Context Type	Recommended Budget	Compression Target
System prompt + instructions	2K-4K tokens	Fixed (do not compress)
Rolling session summary	400-800 tokens	Fixed max (enforce hard limit)
Code file skeletons	1K per file, max 10 files	10K-15K total
Full file content (when needed)	Max 3 files at once	Rotate in/out as needed
Diff summary / change set	300-600 tokens	Per feature branch
Test output summary	100-300 tokens	Per test run
Recent conversation turns	5K-10K	Prune after compression

Total working budget for a 200K-context model: ~30K-40K tokens, leaving a large safety buffer for model reasoning and output.

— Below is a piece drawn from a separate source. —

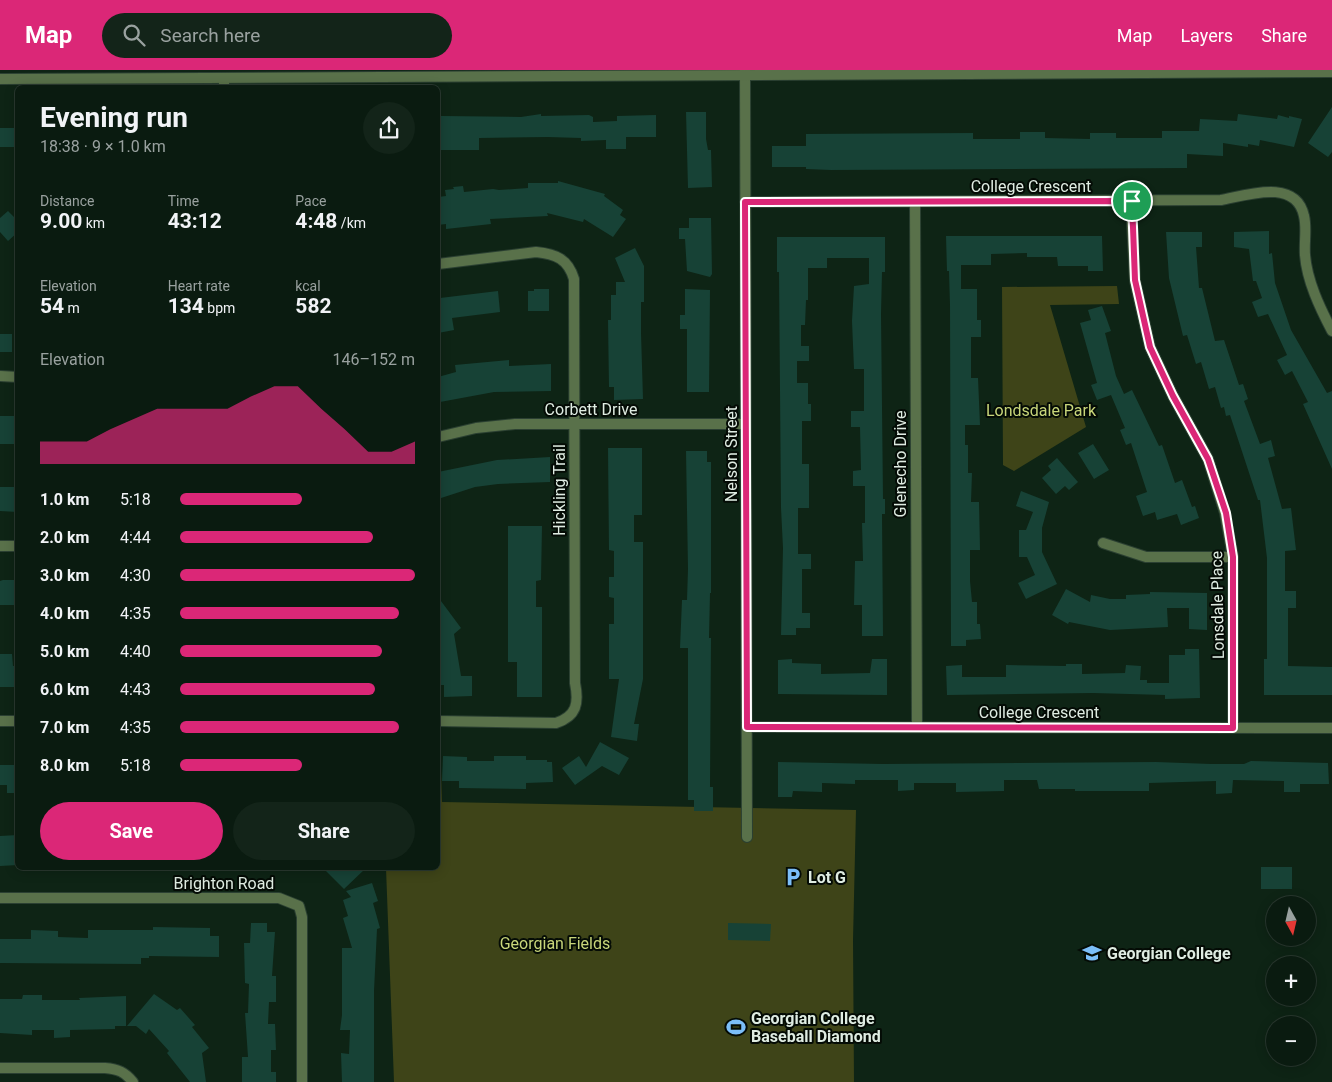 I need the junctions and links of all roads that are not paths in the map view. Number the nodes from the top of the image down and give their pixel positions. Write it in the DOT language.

Tip: Build a context budget tracker into your agent orchestrator. Before each turn, compute the token estimate for each context component and log it. When any component exceeds its budget, trigger the appropriate compression function automatically. This transforms context management from an art into an engineered system.

Summary

Code and diff summarization produces compact representations that preserve behavioral contracts, interface definitions, and change semantics while eliminating syntactic noise. The code skeleton technique, semantic diff summarization, change set briefings, and test output compression each address a different category of token-heavy engineering artifact. Used together, they allow an agent to reason about large codebases and complex change sets at a fraction of the raw token cost — without losing the precision that software engineering requires. In the next topic, we extend these techniques into hierarchical context management for the most complex deep sessions.